映画は、見事な一本。映像に音楽が被さり、ストーリーをどんどん盛り上げてくる。しかも、フィックスでとらえた正当なカメラワークなのに、気がつくと、不気味なほどのサスペンスの渦に引き込まれ、はまりこんでしまい、ラストに、寒気がするようなシュールなエンディングに浸ってしまうのだ。
木々の隙間から、高級マンションをのぞきみるカットから映画が始まるが、このカットが妙に長い。そして、鳥が飛んできて、物語が動き始める。

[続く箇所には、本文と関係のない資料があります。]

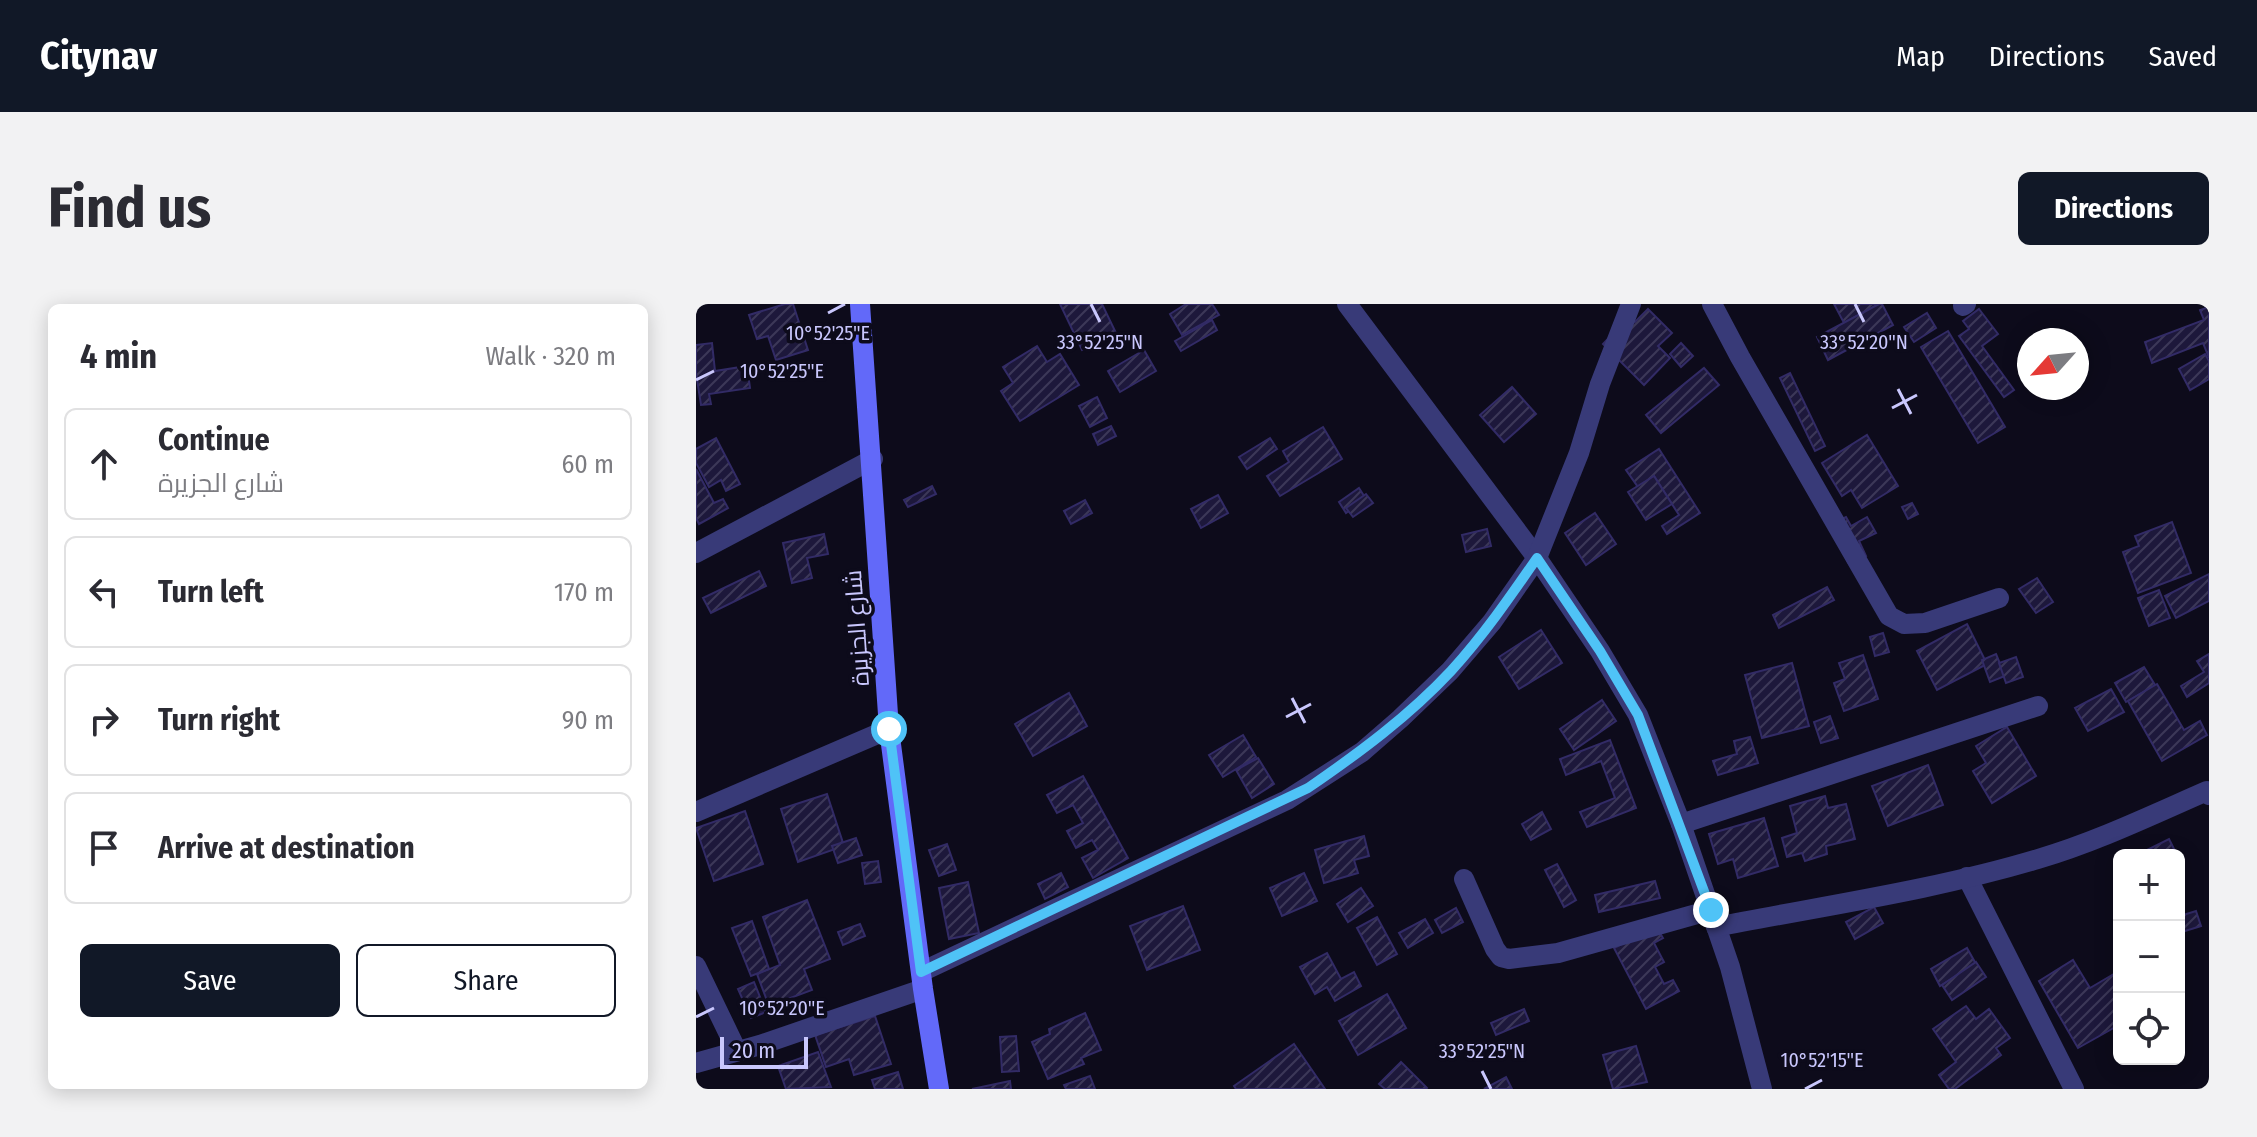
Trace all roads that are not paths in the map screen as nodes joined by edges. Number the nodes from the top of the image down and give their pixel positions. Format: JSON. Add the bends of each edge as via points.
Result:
{"nodes":[{"id":1,"x":860,"y":304,"type":"edge"},
{"id":2,"x":1347,"y":304,"type":"edge"},
{"id":3,"x":1631,"y":304,"type":"edge"},
{"id":4,"x":1712,"y":304,"type":"edge"},
{"id":5,"x":873,"y":459,"type":"junction"},
{"id":6,"x":696,"y":553,"type":"edge"},
{"id":7,"x":1537,"y":558,"type":"junction"},
{"id":8,"x":1999,"y":598,"type":"dead end"},
{"id":9,"x":2038,"y":706,"type":"dead end"},
{"id":10,"x":889,"y":729,"type":"junction"},
{"id":11,"x":2208,"y":792,"type":"edge"},
{"id":12,"x":696,"y":812,"type":"edge"},
{"id":13,"x":1681,"y":824,"type":"junction"},
{"id":14,"x":1967,"y":877,"type":"junction"},
{"id":15,"x":1464,"y":879,"type":"dead end"},
{"id":16,"x":1714,"y":918,"type":"junction"},
{"id":17,"x":696,"y":966,"type":"edge"},
{"id":18,"x":922,"y":980,"type":"junction"},
{"id":19,"x":737,"y":1051,"type":"junction"},
{"id":20,"x":696,"y":1063,"type":"edge"},
{"id":21,"x":939,"y":1089,"type":"edge"},
{"id":22,"x":1762,"y":1089,"type":"edge"},
{"id":23,"x":2074,"y":1089,"type":"edge"}],
"edges":[{"from":1,"to":5,"type":"street","name":"شارع الجزيرة"},
{"from":2,"to":7,"type":"street"},
{"from":3,"to":7,"type":"street"},
{"from":4,"to":8,"type":"street","via":[[1889,616],[1904,624],[1925,623]]},
{"from":5,"to":6,"type":"street"},
{"from":5,"to":10,"type":"street","name":"شارع الجزيرة"},
{"from":7,"to":13,"type":"street","via":[[1638,715]]},
{"from":7,"to":18,"type":"street","via":[[1450,671],[1362,752],[1287,800]]},
{"from":9,"to":13,"type":"street"},
{"from":10,"to":12,"type":"street"},
{"from":10,"to":18,"type":"street","name":"شارع الجزيرة"},
{"from":11,"to":14,"type":"street","via":[[2039,859]]},
{"from":13,"to":16,"type":"street"},
{"from":14,"to":16,"type":"street"},
{"from":14,"to":23,"type":"street"},
{"from":15,"to":16,"type":"street","via":[[1495,949],[1509,959]]},
{"from":16,"to":22,"type":"street"},
{"from":17,"to":19,"type":"street"},
{"from":18,"to":19,"type":"street"},
{"from":18,"to":21,"type":"street","name":"شارع الجزيرة"},
{"from":19,"to":20,"type":"street"}]}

主人公、エレナがベッドで目覚め、朝食を作り、夫と二人で食事する。エレナには、前の夫との間に息子がいて、その息子の子供サーシャが大学へ行く金が必要だと夫に告げるが、冷たくあしらわれる。
息子は、ろくに働きもしない様子で、貧乏なアパート暮らし。そこへ、わずかな金を援助し、届けるエレナのシーンにサスペンスフルな音楽がかぶる。

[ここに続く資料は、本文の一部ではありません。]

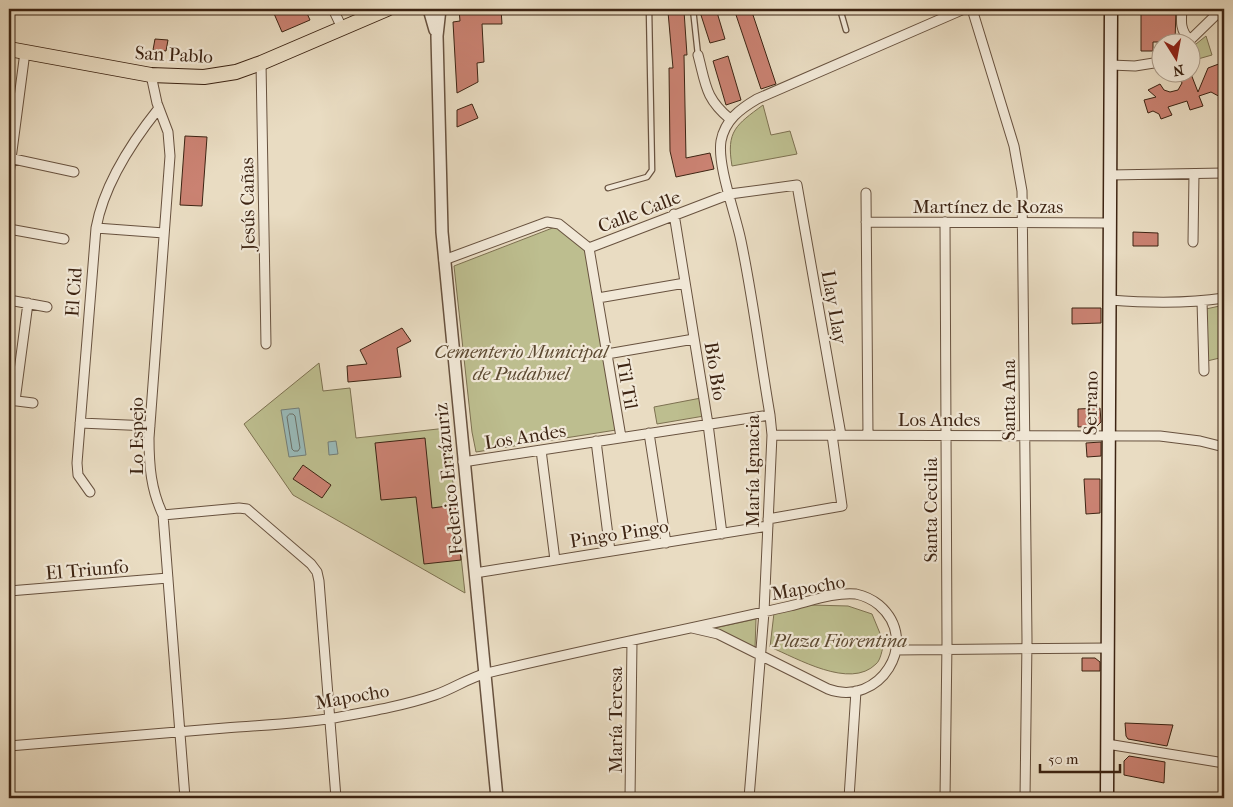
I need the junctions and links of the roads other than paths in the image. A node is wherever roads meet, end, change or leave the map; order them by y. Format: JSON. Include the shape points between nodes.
{"nodes":[{"id":1,"x":333,"y":9,"type":"edge"},
{"id":2,"x":387,"y":9,"type":"edge"},
{"id":3,"x":430,"y":9,"type":"edge"},
{"id":4,"x":440,"y":9,"type":"edge"},
{"id":5,"x":649,"y":9,"type":"edge"},
{"id":6,"x":693,"y":9,"type":"edge"},
{"id":7,"x":840,"y":9,"type":"edge"},
{"id":8,"x":964,"y":9,"type":"edge"},
{"id":9,"x":972,"y":9,"type":"edge"},
{"id":10,"x":1111,"y":9,"type":"edge"},
{"id":11,"x":1182,"y":9,"type":"edge"},
{"id":12,"x":1222,"y":9,"type":"edge"},
{"id":13,"x":342,"y":28,"type":"junction"},
{"id":14,"x":846,"y":30,"type":"dead end"},
{"id":15,"x":1184,"y":32,"type":"edge"},
{"id":16,"x":1198,"y":32,"type":"edge"},
{"id":17,"x":437,"y":36,"type":"junction"},
{"id":18,"x":9,"y":49,"type":"edge"},
{"id":19,"x":25,"y":52,"type":"junction"},
{"id":20,"x":698,"y":55,"type":"joint"},
{"id":21,"x":261,"y":63,"type":"junction"},
{"id":22,"x":1150,"y":64,"type":"edge"},
{"id":23,"x":1110,"y":66,"type":"junction"},
{"id":24,"x":151,"y":75,"type":"junction"},
{"id":25,"x":159,"y":108,"type":"junction"},
{"id":26,"x":730,"y":119,"type":"junction"},
{"id":27,"x":10,"y":159,"type":"edge"},
{"id":28,"x":74,"y":172,"type":"dead end"},
{"id":29,"x":1224,"y":173,"type":"edge"},
{"id":30,"x":9,"y":174,"type":"edge"},
{"id":31,"x":1194,"y":174,"type":"junction"},
{"id":32,"x":1110,"y":175,"type":"junction"},
{"id":33,"x":798,"y":185,"type":"joint"},
{"id":34,"x":608,"y":188,"type":"dead end"},
{"id":35,"x":866,"y":193,"type":"dead end"},
{"id":36,"x":730,"y":194,"type":"junction"},
{"id":37,"x":674,"y":214,"type":"junction"},
{"id":38,"x":866,"y":222,"type":"junction"},
{"id":39,"x":945,"y":222,"type":"junction"},
{"id":40,"x":1023,"y":223,"type":"junction"},
{"id":41,"x":1110,"y":223,"type":"junction"},
{"id":42,"x":96,"y":228,"type":"junction"},
{"id":43,"x":9,"y":229,"type":"edge"},
{"id":44,"x":164,"y":233,"type":"junction"},
{"id":45,"x":64,"y":239,"type":"dead end"},
{"id":46,"x":1193,"y":242,"type":"dead end"},
{"id":47,"x":589,"y":248,"type":"junction"},
{"id":48,"x":444,"y":260,"type":"junction"},
{"id":49,"x":685,"y":283,"type":"junction"},
{"id":50,"x":598,"y":298,"type":"junction"},
{"id":51,"x":1224,"y":298,"type":"edge"},
{"id":52,"x":9,"y":300,"type":"edge"},
{"id":53,"x":1110,"y":300,"type":"junction"},
{"id":54,"x":1202,"y":301,"type":"junction"},
{"id":55,"x":28,"y":303,"type":"junction"},
{"id":56,"x":47,"y":307,"type":"dead end"},
{"id":57,"x":694,"y":339,"type":"junction"},
{"id":58,"x":266,"y":344,"type":"dead end"},
{"id":59,"x":607,"y":354,"type":"junction"},
{"id":60,"x":1204,"y":371,"type":"dead end"},
{"id":61,"x":12,"y":400,"type":"edge"},
{"id":62,"x":33,"y":403,"type":"dead end"},
{"id":63,"x":770,"y":415,"type":"junction"},
{"id":64,"x":80,"y":423,"type":"junction"},
{"id":65,"x":708,"y":424,"type":"junction"},
{"id":66,"x":150,"y":426,"type":"junction"},
{"id":67,"x":649,"y":433,"type":"junction"},
{"id":68,"x":772,"y":435,"type":"junction"},
{"id":69,"x":836,"y":435,"type":"junction"},
{"id":70,"x":868,"y":435,"type":"junction"},
{"id":71,"x":946,"y":435,"type":"junction"},
{"id":72,"x":1025,"y":435,"type":"junction"},
{"id":73,"x":1108,"y":436,"type":"junction"},
{"id":74,"x":621,"y":438,"type":"junction"},
{"id":75,"x":596,"y":441,"type":"junction"},
{"id":76,"x":1224,"y":447,"type":"edge"},
{"id":77,"x":540,"y":450,"type":"junction"},
{"id":78,"x":463,"y":462,"type":"junction"},
{"id":79,"x":90,"y":492,"type":"dead end"},
{"id":80,"x":842,"y":506,"type":"joint"},
{"id":81,"x":163,"y":515,"type":"junction"},
{"id":82,"x":768,"y":523,"type":"junction"},
{"id":83,"x":722,"y":534,"type":"junction"},
{"id":84,"x":666,"y":542,"type":"junction"},
{"id":85,"x":610,"y":551,"type":"junction"},
{"id":86,"x":555,"y":560,"type":"junction"},
{"id":87,"x":475,"y":573,"type":"junction"},
{"id":88,"x":168,"y":578,"type":"junction"},
{"id":89,"x":9,"y":592,"type":"edge"},
{"id":90,"x":764,"y":612,"type":"junction"},
{"id":91,"x":692,"y":628,"type":"junction"},
{"id":92,"x":632,"y":641,"type":"junction"},
{"id":93,"x":1108,"y":648,"type":"junction"},
{"id":94,"x":1027,"y":649,"type":"junction"},
{"id":95,"x":896,"y":650,"type":"junction"},
{"id":96,"x":947,"y":650,"type":"junction"},
{"id":97,"x":760,"y":655,"type":"junction"},
{"id":98,"x":485,"y":674,"type":"junction"},
{"id":99,"x":856,"y":691,"type":"junction"},
{"id":100,"x":330,"y":719,"type":"junction"},
{"id":101,"x":180,"y":732,"type":"junction"},
{"id":102,"x":1107,"y":744,"type":"junction"},
{"id":103,"x":9,"y":746,"type":"edge"},
{"id":104,"x":1224,"y":763,"type":"edge"},
{"id":105,"x":186,"y":798,"type":"edge"},
{"id":106,"x":336,"y":798,"type":"edge"},
{"id":107,"x":497,"y":798,"type":"edge"},
{"id":108,"x":630,"y":798,"type":"edge"},
{"id":109,"x":749,"y":798,"type":"edge"},
{"id":110,"x":849,"y":798,"type":"edge"},
{"id":111,"x":945,"y":798,"type":"edge"},
{"id":112,"x":1024,"y":798,"type":"edge"},
{"id":113,"x":1107,"y":798,"type":"edge"}],
"edges":[{"from":1,"to":13,"type":"street"},
{"from":2,"to":13,"type":"main road","name":"San Pablo"},
{"from":3,"to":17,"type":"street","name":"Federico Errázuriz"},
{"from":4,"to":17,"type":"street","name":"Federico Errázuriz"},
{"from":5,"to":34,"type":"lane","via":[[652,170],[647,177]]},
{"from":6,"to":20,"type":"lane"},
{"from":7,"to":14,"type":"lane"},
{"from":8,"to":26,"type":"street","via":[[757,98]]},
{"from":9,"to":40,"type":"street","name":"Santa Ana","via":[[1018,161]]},
{"from":10,"to":23,"type":"main road","name":"Serrano"},
{"from":11,"to":15,"type":"street"},
{"from":12,"to":16,"type":"street"},
{"from":13,"to":21,"type":"main road","name":"San Pablo"},
{"from":17,"to":48,"type":"street","name":"Federico Errázuriz"},
{"from":18,"to":19,"type":"main road","name":"San Pablo"},
{"from":19,"to":24,"type":"main road","name":"San Pablo"},
{"from":19,"to":27,"type":"street"},
{"from":20,"to":26,"type":"street","via":[[708,95]]},
{"from":21,"to":24,"type":"main road","name":"San Pablo","via":[[236,72],[204,77]]},
{"from":21,"to":58,"type":"street","name":"Jesús Cañas"},
{"from":22,"to":23,"type":"street"},
{"from":23,"to":32,"type":"main road","name":"Serrano"},
{"from":24,"to":25,"type":"street","name":"Lo Espejo"},
{"from":25,"to":42,"type":"street","name":"El Cid","via":[[114,177],[100,207]]},
{"from":25,"to":44,"type":"street","name":"Lo Espejo","via":[[170,148]]},
{"from":26,"to":36,"type":"street","name":"María Ignacia","via":[[720,150]]},
{"from":27,"to":28,"type":"street"},
{"from":27,"to":30,"type":"street"},
{"from":29,"to":31,"type":"street"},
{"from":31,"to":32,"type":"street"},
{"from":31,"to":46,"type":"street"},
{"from":32,"to":41,"type":"main road","name":"Serrano"},
{"from":33,"to":36,"type":"street","name":"Calle Calle"},
{"from":33,"to":69,"type":"street","name":"Llay Llay"},
{"from":35,"to":38,"type":"street"},
{"from":36,"to":37,"type":"street","name":"Calle Calle"},
{"from":36,"to":63,"type":"street","name":"María Ignacia","via":[[742,243]]},
{"from":37,"to":47,"type":"street","name":"Calle Calle"},
{"from":37,"to":49,"type":"street","name":"Bío Bío"},
{"from":38,"to":39,"type":"street","name":"Martínez de Rozas"},
{"from":38,"to":70,"type":"street"},
{"from":39,"to":40,"type":"street","name":"Martínez de Rozas"},
{"from":39,"to":71,"type":"street","name":"Santa Cecilia"},
{"from":40,"to":41,"type":"street","name":"Martínez de Rozas"},
{"from":40,"to":72,"type":"street","name":"Santa Ana"},
{"from":41,"to":53,"type":"main road","name":"Serrano"},
{"from":42,"to":44,"type":"street"},
{"from":42,"to":64,"type":"street","name":"El Cid"},
{"from":43,"to":45,"type":"street"},
{"from":44,"to":66,"type":"street","name":"Lo Espejo"},
{"from":47,"to":48,"type":"street","name":"Calle Calle","via":[[559,224],[547,222]]},
{"from":47,"to":50,"type":"street","name":"Til Til"},
{"from":48,"to":78,"type":"street","name":"Federico Errázuriz"},
{"from":49,"to":50,"type":"street"},
{"from":49,"to":57,"type":"street","name":"Bío Bío"},
{"from":50,"to":59,"type":"street","name":"Til Til"},
{"from":51,"to":54,"type":"street"},
{"from":52,"to":55,"type":"street"},
{"from":53,"to":54,"type":"street","via":[[1156,304]]},
{"from":53,"to":73,"type":"main road","name":"Serrano"},
{"from":54,"to":60,"type":"street"},
{"from":55,"to":56,"type":"street"},
{"from":55,"to":61,"type":"street"},
{"from":57,"to":59,"type":"street"},
{"from":57,"to":65,"type":"street","name":"Bío Bío"},
{"from":59,"to":74,"type":"street","name":"Til Til"},
{"from":61,"to":62,"type":"street"},
{"from":63,"to":65,"type":"street","name":"Los Andes"},
{"from":63,"to":68,"type":"street","name":"María Ignacia"},
{"from":64,"to":66,"type":"street"},
{"from":64,"to":79,"type":"street","name":"El Cid","via":[[77,469]]},
{"from":65,"to":67,"type":"street","name":"Los Andes"},
{"from":65,"to":83,"type":"street","name":"Bío Bío"},
{"from":66,"to":81,"type":"street","name":"Lo Espejo","via":[[150,471]]},
{"from":67,"to":74,"type":"street","name":"Los Andes"},
{"from":67,"to":84,"type":"street"},
{"from":68,"to":69,"type":"street","name":"Los Andes"},
{"from":68,"to":82,"type":"street","name":"María Ignacia"},
{"from":69,"to":70,"type":"street","name":"Los Andes"},
{"from":69,"to":80,"type":"street","name":"Llay Llay"},
{"from":70,"to":71,"type":"street","name":"Los Andes"},
{"from":71,"to":72,"type":"street","name":"Los Andes"},
{"from":71,"to":96,"type":"street","name":"Santa Cecilia"},
{"from":72,"to":73,"type":"street","name":"Los Andes"},
{"from":72,"to":94,"type":"street","name":"Santa Ana"},
{"from":73,"to":76,"type":"street","name":"Los Andes","via":[[1174,437]]},
{"from":73,"to":93,"type":"main road","name":"Serrano"},
{"from":74,"to":75,"type":"street","name":"Los Andes"},
{"from":75,"to":77,"type":"street","name":"Los Andes"},
{"from":75,"to":85,"type":"street"},
{"from":77,"to":78,"type":"street","name":"Los Andes"},
{"from":77,"to":86,"type":"street"},
{"from":78,"to":87,"type":"street","name":"Federico Errázuriz"},
{"from":80,"to":82,"type":"street","name":"Pingo Pingo"},
{"from":81,"to":88,"type":"street","name":"Lo Espejo"},
{"from":81,"to":100,"type":"street","via":[[247,509],[314,568],[319,581]]},
{"from":82,"to":83,"type":"street","name":"Pingo Pingo"},
{"from":82,"to":90,"type":"street","name":"María Ignacia"},
{"from":83,"to":84,"type":"street","name":"Pingo Pingo"},
{"from":84,"to":85,"type":"street","name":"Pingo Pingo"},
{"from":85,"to":86,"type":"street","name":"Pingo Pingo"},
{"from":86,"to":87,"type":"street","name":"Pingo Pingo"},
{"from":87,"to":98,"type":"street","name":"Federico Errázuriz"},
{"from":88,"to":89,"type":"street","name":"El Triunfo"},
{"from":88,"to":101,"type":"street","name":"Lo Espejo"},
{"from":90,"to":91,"type":"street","name":"Mapocho"},
{"from":90,"to":95,"type":"street","name":"Mapocho","via":[[835,596],[862,596],[876,603],[891,619],[896,632]]},
{"from":90,"to":97,"type":"street","name":"María Ignacia"},
{"from":91,"to":92,"type":"street","name":"Mapocho"},
{"from":91,"to":97,"type":"street","name":"Mapocho","via":[[718,634]]},
{"from":92,"to":98,"type":"street","name":"Mapocho"},
{"from":92,"to":108,"type":"street","name":"María Teresa"},
{"from":93,"to":94,"type":"street"},
{"from":93,"to":102,"type":"main road","name":"Serrano"},
{"from":94,"to":96,"type":"street"},
{"from":94,"to":112,"type":"street","name":"Santa Ana"},
{"from":95,"to":96,"type":"street"},
{"from":95,"to":99,"type":"street","name":"Mapocho","via":[[886,673],[877,682]]},
{"from":96,"to":111,"type":"street","name":"Santa Cecilia"},
{"from":97,"to":99,"type":"street","name":"Mapocho","via":[[835,691]]},
{"from":97,"to":109,"type":"street","name":"María Ignacia"},
{"from":98,"to":100,"type":"street","name":"Mapocho","via":[[423,699]]},
{"from":98,"to":107,"type":"street","name":"Federico Errázuriz"},
{"from":99,"to":110,"type":"street"},
{"from":100,"to":101,"type":"street","name":"Mapocho"},
{"from":100,"to":106,"type":"street"},
{"from":101,"to":103,"type":"street","name":"Mapocho"},
{"from":101,"to":105,"type":"street","name":"Lo Espejo"},
{"from":102,"to":104,"type":"street"},
{"from":102,"to":113,"type":"main road","name":"Serrano"}]}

この音楽が、次に、夫がジムに行く車のシーンで流れる。そして、ジムで夫は心臓麻痺を起こす。助かったものの、死を覚悟した夫は、遺言を書くことを決意する。しかし、そうなると、財産がわずかしかもらえず、息子に金をやれないと考えたエレナは、バイアグラの薬を巧みに混ぜて、夫を殺すのだ。
自宅に保管していた現金を息子に届ける。安アパートが突然停電したり、近所に原発のドームが見えるいかにも、寂れた町並みの描写も極端なくらいである。しかも、孫のサーシャは近くの悪ガキとホームレス狩りなどをしている。

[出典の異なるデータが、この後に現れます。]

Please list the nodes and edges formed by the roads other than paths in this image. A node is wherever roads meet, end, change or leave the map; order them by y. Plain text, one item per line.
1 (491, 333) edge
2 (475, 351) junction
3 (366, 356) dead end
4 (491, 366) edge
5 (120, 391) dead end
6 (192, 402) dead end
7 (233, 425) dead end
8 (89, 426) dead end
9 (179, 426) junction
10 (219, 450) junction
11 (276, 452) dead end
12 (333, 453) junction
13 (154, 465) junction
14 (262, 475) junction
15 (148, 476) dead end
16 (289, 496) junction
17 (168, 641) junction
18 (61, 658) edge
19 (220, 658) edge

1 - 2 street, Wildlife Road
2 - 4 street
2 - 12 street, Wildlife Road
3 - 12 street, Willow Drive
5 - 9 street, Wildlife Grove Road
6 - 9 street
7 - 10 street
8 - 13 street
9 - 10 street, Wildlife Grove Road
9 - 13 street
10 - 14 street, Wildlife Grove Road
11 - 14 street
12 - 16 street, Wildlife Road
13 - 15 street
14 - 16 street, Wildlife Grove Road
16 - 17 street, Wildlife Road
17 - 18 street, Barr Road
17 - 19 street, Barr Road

そんな環境を抜け出すべく、息子夫婦と出来の悪い孫のサーシャが、エレナのマンションに移り住む。そして、冒頭のシーンと同じく、木々の隙間から、マンションの中を臨むカットでエンディング。
さりげない、クライマックスの赤ちゃんのカットなど、ぞくっとする演出に、圧倒される映画で、細やかなピン送りで語るストーリーの流れも含め、驚嘆に値するすばらしい演出が続く。
見事な傑作とは、こういう映画をいうのかもしれない。すばらしかった。
「ヴェラの祈り」
妻のあり方を問う長編二作目。
いっさいの事情説明のシーンをすべてカットして、ひたすら映像表現だけで前半部分は突っ走る。いや、迫ってくるのである。そして、終盤の三分の一で真相を明らかにしていくが、そこに、水の流れや、雨の景色、鳥の姿などを挿入して、叙情的な芸術世界に放り込んでくる。そしてあかされるこの映画のテーマ。その圧倒されるストーリーテリングの怖さに、しばし席を立つことができない。
まるで、ベルイマンの映画を見た後の充実感と重苦しさである。二時間半、見せきる迫力に圧倒される傑作だった。
映画は、広い草原の中、一台の車が走ってくる。乗っているのは、主人公アレックスの兄マルコで、手にけがをしている。踏切で止まった彼の周りにどしゃぶりの雨、そして、銃弾を抜いてもらうシーンへ続く。いったいどういう経緯か、最後まで語られない。
そしてアレックスの話へと本編へ流れる。
二人の子供と愛する妻ヴェラと暮らすアレックスだが、どこかヴェラには孤独感が漂う。そして、彼女から妊娠したということが告げられ、アレックスの子供ではないという。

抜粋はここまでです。